China is looking into boosting its antitrust bureau’s status within the market regulatory agency to further fight monopolies, Reuters reported.
President Xi Jinping has encouraged the action to improve the State Administration for Market Regulation (SAMR), which was once low-profile, according to the report. That division made headlines this year as it worked to root out and punish anti-competitive behavior in the online “platform” agency.
The measure would see the antitrust bureau becoming the National Anti-Monopoly Bureau, which would be elevated to deputy-ministerial status, the report stated, citing unnamed sources. The antitrust bureau would remain within SAMR.
The new ranking would aid investigators in getting more resources to investigate mergers and acquisitions, according to the report. The new structure would also strengthen SAMR’s in-house abilities to perform research that used to have to be outsourced.
The plan must be approved by China’s State Council and the National People’s Congress, the report stated.
The proposed upgrade comes after Xi said in March that there was a need to bolster the country’s antitrust powers. China has been looking more critically at big companies and mergers, as corporate giants have become too dominant in the country’s consumer sector in Xi’s eyes, according to the report.

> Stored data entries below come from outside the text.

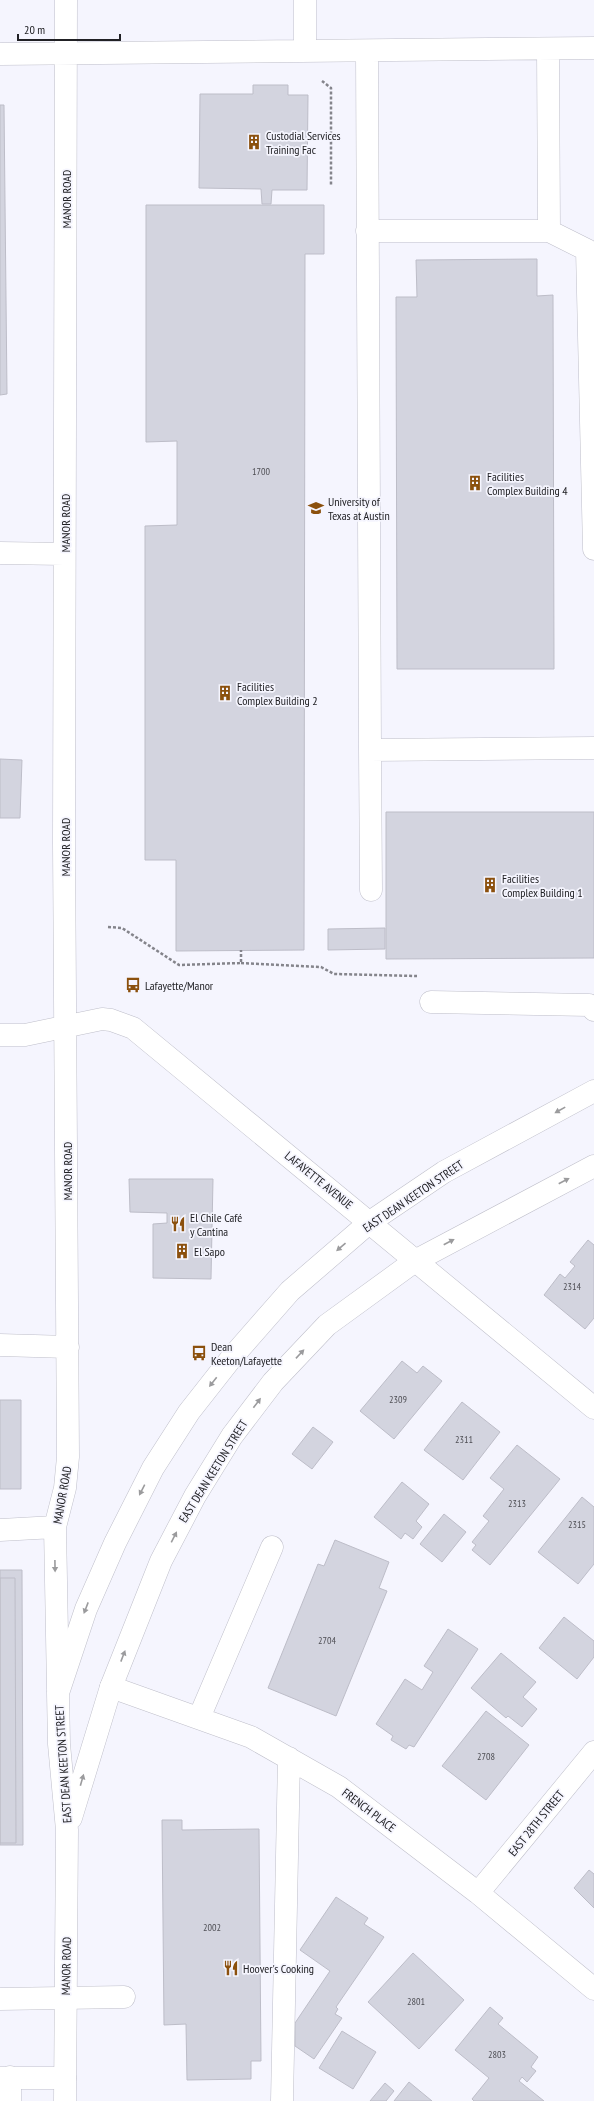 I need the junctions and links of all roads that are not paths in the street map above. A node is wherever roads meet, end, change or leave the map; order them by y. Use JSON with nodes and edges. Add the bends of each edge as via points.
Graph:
{"nodes":[{"id":1,"x":66,"y":0,"type":"edge"},
{"id":2,"x":305,"y":0,"type":"edge"},
{"id":3,"x":594,"y":48,"type":"edge"},
{"id":4,"x":548,"y":49,"type":"junction"},
{"id":5,"x":305,"y":51,"type":"junction"},
{"id":6,"x":367,"y":51,"type":"junction"},
{"id":7,"x":66,"y":53,"type":"junction"},
{"id":8,"x":0,"y":54,"type":"edge"},
{"id":9,"x":367,"y":231,"type":"junction"},
{"id":10,"x":549,"y":231,"type":"junction"},
{"id":11,"x":594,"y":549,"type":"edge"},
{"id":12,"x":0,"y":554,"type":"edge"},
{"id":13,"x":64,"y":554,"type":"junction"},
{"id":14,"x":594,"y":748,"type":"edge"},
{"id":15,"x":370,"y":750,"type":"junction"},
{"id":16,"x":372,"y":890,"type":"dead end"},
{"id":17,"x":431,"y":1002,"type":"dead end"},
{"id":18,"x":594,"y":1010,"type":"edge"},
{"id":19,"x":66,"y":1027,"type":"junction"},
{"id":20,"x":0,"y":1035,"type":"edge"},
{"id":21,"x":594,"y":1091,"type":"edge"},
{"id":22,"x":594,"y":1166,"type":"edge"},
{"id":23,"x":370,"y":1222,"type":"junction"},
{"id":24,"x":415,"y":1261,"type":"junction"},
{"id":25,"x":0,"y":1345,"type":"edge"},
{"id":26,"x":68,"y":1346,"type":"junction"},
{"id":27,"x":594,"y":1408,"type":"edge"},
{"id":28,"x":56,"y":1527,"type":"junction"},
{"id":29,"x":0,"y":1530,"type":"edge"},
{"id":30,"x":272,"y":1547,"type":"dead end"},
{"id":31,"x":111,"y":1687,"type":"junction"},
{"id":32,"x":58,"y":1693,"type":"junction"},
{"id":33,"x":199,"y":1718,"type":"junction"},
{"id":34,"x":594,"y":1752,"type":"edge"},
{"id":35,"x":288,"y":1758,"type":"junction"},
{"id":36,"x":67,"y":1830,"type":"junction"},
{"id":37,"x":478,"y":1893,"type":"junction"},
{"id":38,"x":594,"y":1989,"type":"edge"},
{"id":39,"x":124,"y":1997,"type":"dead end"},
{"id":40,"x":65,"y":1998,"type":"junction"},
{"id":41,"x":0,"y":1999,"type":"edge"},
{"id":42,"x":5,"y":2078,"type":"edge"},
{"id":43,"x":65,"y":2078,"type":"junction"},
{"id":44,"x":10,"y":2101,"type":"edge"},
{"id":45,"x":65,"y":2101,"type":"edge"},
{"id":46,"x":282,"y":2101,"type":"edge"}],
"edges":[{"from":1,"to":7,"type":"street","name":"MANOR ROAD"},
{"from":2,"to":5,"type":"street"},
{"from":3,"to":4,"type":"street"},
{"from":4,"to":6,"type":"street"},
{"from":4,"to":10,"type":"street"},
{"from":5,"to":6,"type":"street"},
{"from":5,"to":7,"type":"street"},
{"from":6,"to":9,"type":"street"},
{"from":7,"to":8,"type":"street"},
{"from":7,"to":13,"type":"street","name":"MANOR ROAD"},
{"from":9,"to":10,"type":"street"},
{"from":9,"to":15,"type":"street"},
{"from":10,"to":11,"type":"street","via":[[587,250]]},
{"from":12,"to":13,"type":"street"},
{"from":13,"to":19,"type":"street","name":"MANOR ROAD"},
{"from":14,"to":15,"type":"street"},
{"from":15,"to":16,"type":"street"},
{"from":17,"to":18,"type":"street","via":[[589,1005]]},
{"from":19,"to":20,"type":"street","name":"LAFAYETTE AVENUE","via":[[25,1035]]},
{"from":19,"to":23,"type":"street","name":"LAFAYETTE AVENUE","via":[[102,1019],[133,1028]]},
{"from":19,"to":26,"type":"street","name":"MANOR ROAD"},
{"from":21,"to":23,"type":"street","name":"EAST DEAN KEETON STREET","one_way":true,"via":[[444,1172]]},
{"from":24,"to":22,"type":"street","name":"EAST DEAN KEETON STREET","one_way":true},
{"from":23,"to":24,"type":"street","name":"LAFAYETTE AVENUE"},
{"from":23,"to":32,"type":"street","name":"EAST DEAN KEETON STREET","one_way":true,"via":[[290,1291],[233,1356],[189,1412],[153,1468],[114,1543],[86,1609]]},
{"from":24,"to":27,"type":"street","name":"LAFAYETTE AVENUE"},
{"from":31,"to":24,"type":"street","name":"EAST DEAN KEETON STREET","one_way":true,"via":[[161,1562],[195,1496],[232,1436],[273,1382],[327,1325]]},
{"from":25,"to":26,"type":"street"},
{"from":26,"to":28,"type":"street","name":"MANOR ROAD","via":[[68,1457],[65,1488]]},
{"from":28,"to":29,"type":"street"},
{"from":28,"to":32,"type":"street","name":"MANOR ROAD","one_way":true},
{"from":30,"to":33,"type":"street"},
{"from":31,"to":33,"type":"street","name":"FRENCH PLACE"},
{"from":36,"to":31,"type":"street","name":"EAST DEAN KEETON STREET","one_way":true},
{"from":32,"to":36,"type":"street","name":"EAST DEAN KEETON STREET","via":[[59,1744]]},
{"from":33,"to":35,"type":"street","name":"FRENCH PLACE","via":[[251,1737]]},
{"from":34,"to":37,"type":"street","name":"EAST 28TH STREET"},
{"from":35,"to":37,"type":"street","name":"FRENCH PLACE","via":[[339,1787]]},
{"from":35,"to":46,"type":"street"},
{"from":36,"to":40,"type":"street","name":"MANOR ROAD"},
{"from":37,"to":38,"type":"street","name":"FRENCH PLACE"},
{"from":39,"to":40,"type":"street"},
{"from":40,"to":41,"type":"street"},
{"from":40,"to":43,"type":"street","name":"MANOR ROAD"},
{"from":42,"to":43,"type":"street"},
{"from":42,"to":44,"type":"street"},
{"from":43,"to":45,"type":"street","name":"MANOR ROAD"}]} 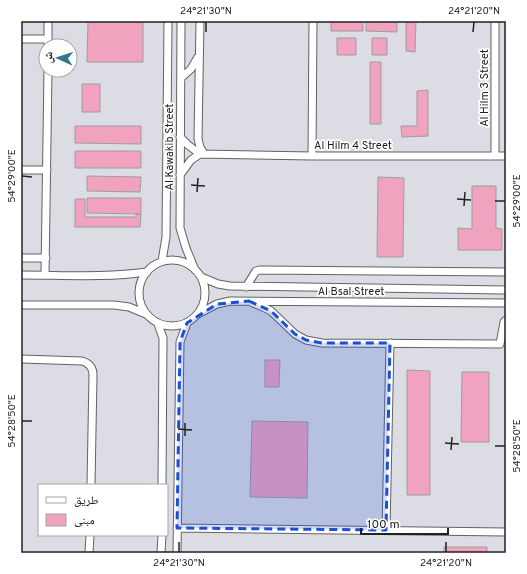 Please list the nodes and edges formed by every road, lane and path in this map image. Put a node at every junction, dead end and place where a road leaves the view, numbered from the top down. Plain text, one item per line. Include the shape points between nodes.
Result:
1 (48, 21) edge
2 (168, 21) edge
3 (181, 21) edge
4 (200, 21) edge
5 (313, 21) edge
6 (495, 21) edge
7 (48, 38) edge
8 (21, 39) edge
9 (38, 41) edge
10 (199, 55) junction
11 (48, 78) edge
12 (181, 78) junction
13 (180, 137) junction
14 (202, 154) junction
15 (312, 156) junction
16 (495, 156) junction
17 (506, 156) edge
18 (21, 170) edge
19 (47, 170) junction
20 (180, 175) junction
21 (21, 258) edge
22 (46, 258) junction
23 (162, 261) junction
24 (195, 270) junction
25 (147, 272) junction
26 (506, 272) edge
27 (21, 275) edge
28 (46, 275) junction
29 (201, 277) junction
30 (246, 287) junction
31 (506, 290) edge
32 (249, 301) junction
33 (506, 303) edge
34 (21, 305) edge
35 (146, 314) junction
36 (198, 314) junction
37 (506, 320) edge
38 (187, 323) junction
39 (158, 324) junction
40 (390, 343) junction
41 (21, 359) edge
42 (91, 484) edge
43 (162, 484) edge
44 (177, 528) junction
45 (386, 530) junction
46 (506, 532) edge
47 (90, 536) edge
48 (162, 536) edge
49 (89, 553) edge
50 (161, 553) edge
51 (177, 553) edge

1 - 7 street
2 - 23 street, Al Kawakib Street via 166,237
3 - 12 street, Al Kawakib Street
4 - 10 street
5 - 15 street
6 - 16 street, Al Hilm 3 Street
8 - 9 street
10 - 12 street via 191,69
10 - 14 street via 198,139
11 - 19 street
12 - 13 street, Al Kawakib Street
13 - 14 street
13 - 20 street, Al Kawakib Street
14 - 15 street, Al Hilm 4 Street
14 - 20 street via 191,160
15 - 16 street, Al Hilm 4 Street
16 - 17 street, Al Hilm 4 Street
18 - 19 street
19 - 22 street
20 - 24 street, Al Kawakib Street via 180,228
21 - 22 street
22 - 28 street
23 - 24 street via 180,261
23 - 25 street
24 - 29 street
25 - 28 street via 105,276
25 - 35 street via 139,288 141,306
26 - 30 street via 260,270 256,271
27 - 28 street
29 - 30 street, Al Bsal Street via 218,284
29 - 36 street via 205,292
30 - 31 street, Al Bsal Street
32 - 33 street, Al Bsal Street
32 - 36 street, Al Bsal Street via 217,304
32 - 40 street via 271,311 295,334 306,340 322,343
34 - 35 street via 114,305 129,307
35 - 39 street
36 - 38 street
37 - 40 street via 500,344
38 - 39 street via 173,327
38 - 44 street via 180,342
39 - 43 street via 163,338
40 - 45 street
41 - 42 street via 82,361 92,368
44 - 45 street
44 - 51 street
45 - 46 street
47 - 49 street
48 - 50 street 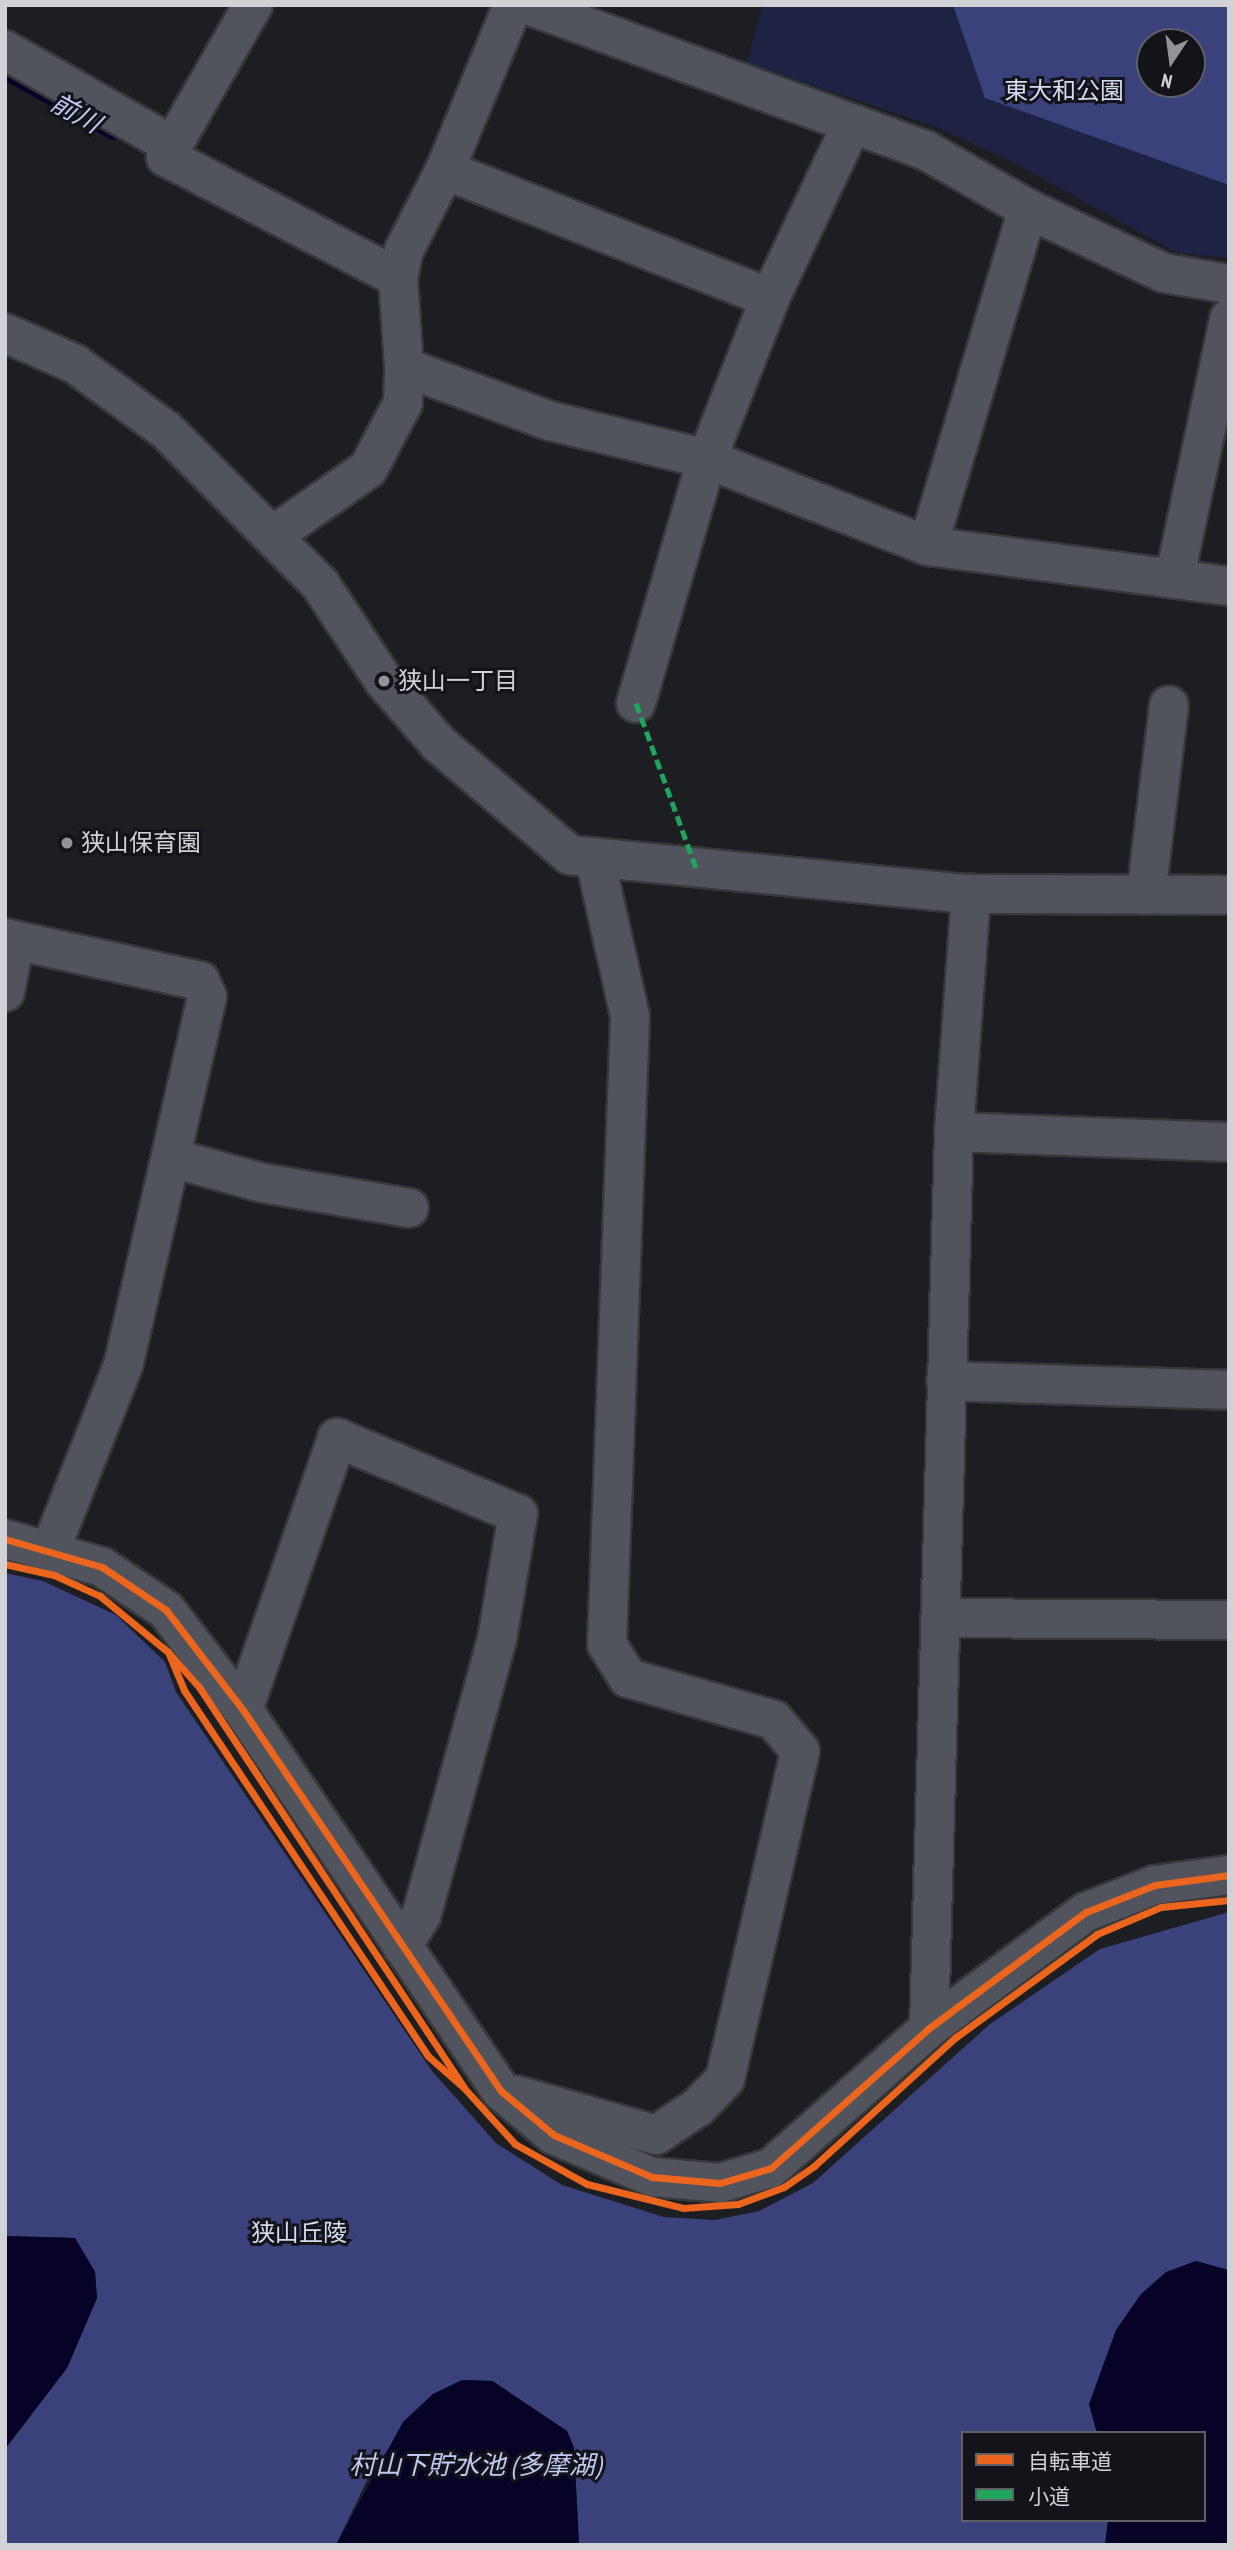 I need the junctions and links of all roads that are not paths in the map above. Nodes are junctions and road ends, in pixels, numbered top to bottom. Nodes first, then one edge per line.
1 (253, 5) edge
2 (513, 5) edge
3 (528, 5) edge
4 (592, 16) edge
5 (5, 50) edge
6 (851, 126) junction
7 (173, 146) junction
8 (446, 170) junction
9 (1028, 209) junction
10 (398, 278) junction
11 (1229, 284) edge
12 (770, 298) junction
13 (1229, 319) edge
14 (6, 337) edge
15 (404, 367) junction
16 (707, 459) junction
17 (275, 534) junction
18 (928, 546) junction
19 (1175, 576) junction
20 (1229, 586) edge
21 (636, 703) dead end
22 (1169, 705) dead end
23 (595, 860) junction
24 (971, 894) junction
25 (1146, 895) junction
26 (1229, 895) edge
27 (10, 939) edge
28 (5, 992) edge
29 (954, 1132) junction
30 (1229, 1142) edge
31 (172, 1158) junction
32 (409, 1208) dead end
33 (946, 1381) junction
34 (1229, 1390) edge
35 (5, 1539) edge
36 (51, 1548) junction
37 (940, 1618) junction
38 (1229, 1620) edge
39 (243, 1710) junction
40 (1229, 1875) edge
41 (402, 1947) junction
42 (929, 2028) junction
43 (501, 2091) junction

1 - 7 street
2 - 8 street
3 - 4 street
4 - 6 street
5 - 7 street
6 - 9 street
6 - 12 street
7 - 10 street
8 - 10 street
8 - 12 street
9 - 11 street
9 - 18 street
10 - 15 street
12 - 16 street
13 - 19 street
14 - 17 street
15 - 16 street
15 - 17 street
16 - 18 street
16 - 21 street
17 - 23 street
18 - 19 street
19 - 20 street
22 - 25 street
23 - 24 street
23 - 43 street
24 - 25 street
24 - 29 street
25 - 26 street
27 - 28 street
27 - 31 street
29 - 30 street
29 - 33 street
31 - 32 street
31 - 36 street
33 - 34 street
33 - 37 street
35 - 36 street
36 - 39 street
37 - 38 street
37 - 42 street
39 - 41 street
39 - 41 street
40 - 42 street
41 - 43 street
42 - 43 street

Beijing has been taking some cues from European antitrust authorities as examples, the report stated. In August, the SAMR antitrust office said it had invited U.S. and European Union experts to hold online courses for Chinese “antitrust talents.”
SAMR said earlier this month that it is adding new members to the anti-monopoly bureau. It will also be splitting the agency into three arms, which will focus on antitrust investigations, market competition and mergers oversight.
SAMR said it plans to increase the number of antitrust officials from its current level of more than 40 to 100, aiming to have 150 staff members in five years.